Task prompt:
Nothing but the text should be carried over: reproduce all the data exactly and leave out every image.

Collected data entries:
═══

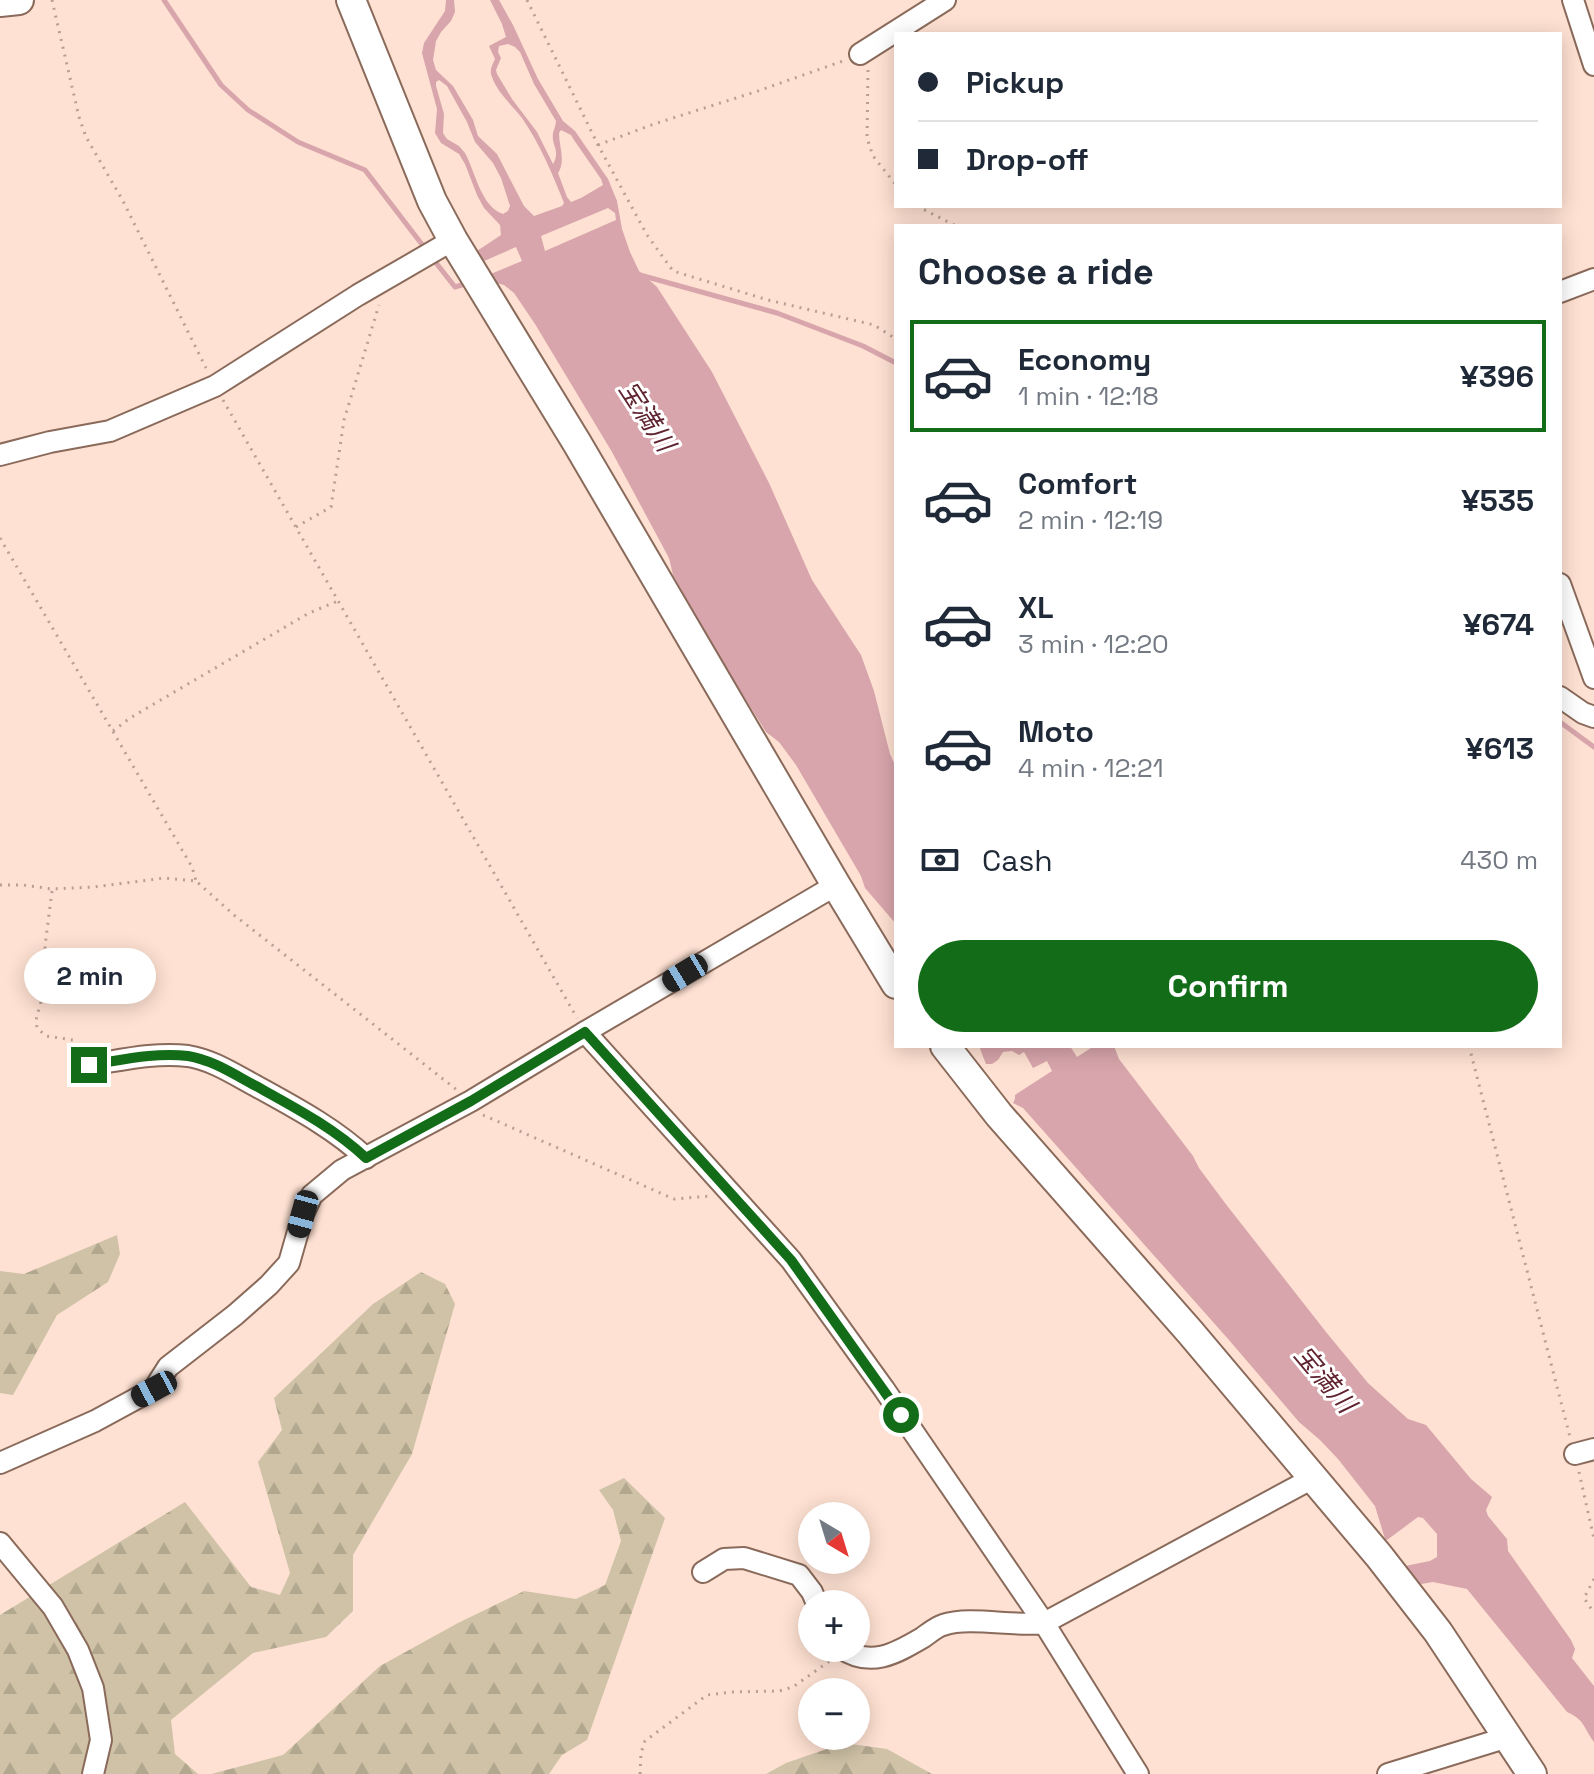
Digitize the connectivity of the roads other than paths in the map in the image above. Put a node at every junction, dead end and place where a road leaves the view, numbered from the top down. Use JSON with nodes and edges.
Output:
{"nodes":[{"id":1,"x":19,"y":0,"type":"edge"},
{"id":2,"x":351,"y":0,"type":"edge"},
{"id":3,"x":945,"y":0,"type":"edge"},
{"id":4,"x":1573,"y":0,"type":"edge"},
{"id":5,"x":0,"y":2,"type":"edge"},
{"id":6,"x":894,"y":32,"type":"edge"},
{"id":7,"x":895,"y":32,"type":"edge"},
{"id":8,"x":860,"y":54,"type":"road end"},
{"id":9,"x":1594,"y":65,"type":"edge"},
{"id":10,"x":453,"y":240,"type":"junction"},
{"id":11,"x":1594,"y":279,"type":"edge"},
{"id":12,"x":1562,"y":291,"type":"edge"},
{"id":13,"x":0,"y":455,"type":"edge"},
{"id":14,"x":1562,"y":590,"type":"edge"},
{"id":15,"x":1594,"y":678,"type":"edge"},
{"id":16,"x":1562,"y":698,"type":"edge"},
{"id":17,"x":1594,"y":717,"type":"edge"},
{"id":18,"x":836,"y":885,"type":"junction"},
{"id":19,"x":894,"y":981,"type":"edge"},
{"id":20,"x":585,"y":1032,"type":"junction"},
{"id":21,"x":947,"y":1048,"type":"edge"},
{"id":22,"x":89,"y":1065,"type":"road end"},
{"id":23,"x":366,"y":1158,"type":"junction"},
{"id":24,"x":0,"y":1463,"type":"edge"},
{"id":25,"x":1313,"y":1478,"type":"junction"},
{"id":26,"x":0,"y":1543,"type":"edge"},
{"id":27,"x":703,"y":1572,"type":"dead end"},
{"id":28,"x":810,"y":1590,"type":"edge"},
{"id":29,"x":1044,"y":1623,"type":"junction"},
{"id":30,"x":870,"y":1659,"type":"edge"},
{"id":31,"x":1508,"y":1737,"type":"junction"},
{"id":32,"x":93,"y":1774,"type":"edge"},
{"id":33,"x":1138,"y":1774,"type":"edge"},
{"id":34,"x":1388,"y":1774,"type":"edge"},
{"id":35,"x":1532,"y":1774,"type":"edge"}],
"edges":[{"from":1,"to":5,"type":"street"},
{"from":2,"to":10,"type":"street"},
{"from":3,"to":7,"type":"street"},
{"from":4,"to":9,"type":"street"},
{"from":6,"to":8,"type":"street"},
{"from":10,"to":13,"type":"street"},
{"from":10,"to":18,"type":"street"},
{"from":11,"to":12,"type":"street"},
{"from":14,"to":15,"type":"street"},
{"from":16,"to":17,"type":"street"},
{"from":18,"to":19,"type":"street"},
{"from":18,"to":20,"type":"street"},
{"from":20,"to":23,"type":"street"},
{"from":20,"to":29,"type":"street"},
{"from":21,"to":25,"type":"street"},
{"from":22,"to":23,"type":"street"},
{"from":23,"to":24,"type":"street"},
{"from":25,"to":29,"type":"street"},
{"from":25,"to":31,"type":"street"},
{"from":26,"to":32,"type":"street"},
{"from":27,"to":28,"type":"street"},
{"from":29,"to":30,"type":"street"},
{"from":29,"to":33,"type":"street"},
{"from":31,"to":34,"type":"street"},
{"from":31,"to":35,"type":"street"}]}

═══

Response to this exercise:
Digitize the connectivity of the roads other than paths in the map in the image above. Put a node at every junction, dead end and place where a road leaves the view, numbered from the top down. Use JSON with nodes and edges.
Output:
{"nodes":[{"id":1,"x":19,"y":0,"type":"edge"},
{"id":2,"x":351,"y":0,"type":"edge"},
{"id":3,"x":945,"y":0,"type":"edge"},
{"id":4,"x":1573,"y":0,"type":"edge"},
{"id":5,"x":0,"y":2,"type":"edge"},
{"id":6,"x":894,"y":32,"type":"edge"},
{"id":7,"x":895,"y":32,"type":"edge"},
{"id":8,"x":860,"y":54,"type":"road end"},
{"id":9,"x":1594,"y":65,"type":"edge"},
{"id":10,"x":453,"y":240,"type":"junction"},
{"id":11,"x":1594,"y":279,"type":"edge"},
{"id":12,"x":1562,"y":291,"type":"edge"},
{"id":13,"x":0,"y":455,"type":"edge"},
{"id":14,"x":1562,"y":590,"type":"edge"},
{"id":15,"x":1594,"y":678,"type":"edge"},
{"id":16,"x":1562,"y":698,"type":"edge"},
{"id":17,"x":1594,"y":717,"type":"edge"},
{"id":18,"x":836,"y":885,"type":"junction"},
{"id":19,"x":894,"y":981,"type":"edge"},
{"id":20,"x":585,"y":1032,"type":"junction"},
{"id":21,"x":947,"y":1048,"type":"edge"},
{"id":22,"x":89,"y":1065,"type":"road end"},
{"id":23,"x":366,"y":1158,"type":"junction"},
{"id":24,"x":0,"y":1463,"type":"edge"},
{"id":25,"x":1313,"y":1478,"type":"junction"},
{"id":26,"x":0,"y":1543,"type":"edge"},
{"id":27,"x":703,"y":1572,"type":"dead end"},
{"id":28,"x":810,"y":1590,"type":"edge"},
{"id":29,"x":1044,"y":1623,"type":"junction"},
{"id":30,"x":870,"y":1659,"type":"edge"},
{"id":31,"x":1508,"y":1737,"type":"junction"},
{"id":32,"x":93,"y":1774,"type":"edge"},
{"id":33,"x":1138,"y":1774,"type":"edge"},
{"id":34,"x":1388,"y":1774,"type":"edge"},
{"id":35,"x":1532,"y":1774,"type":"edge"}],
"edges":[{"from":1,"to":5,"type":"street"},
{"from":2,"to":10,"type":"street"},
{"from":3,"to":7,"type":"street"},
{"from":4,"to":9,"type":"street"},
{"from":6,"to":8,"type":"street"},
{"from":10,"to":13,"type":"street"},
{"from":10,"to":18,"type":"street"},
{"from":11,"to":12,"type":"street"},
{"from":14,"to":15,"type":"street"},
{"from":16,"to":17,"type":"street"},
{"from":18,"to":19,"type":"street"},
{"from":18,"to":20,"type":"street"},
{"from":20,"to":23,"type":"street"},
{"from":20,"to":29,"type":"street"},
{"from":21,"to":25,"type":"street"},
{"from":22,"to":23,"type":"street"},
{"from":23,"to":24,"type":"street"},
{"from":25,"to":29,"type":"street"},
{"from":25,"to":31,"type":"street"},
{"from":26,"to":32,"type":"street"},
{"from":27,"to":28,"type":"street"},
{"from":29,"to":30,"type":"street"},
{"from":29,"to":33,"type":"street"},
{"from":31,"to":34,"type":"street"},
{"from":31,"to":35,"type":"street"}]}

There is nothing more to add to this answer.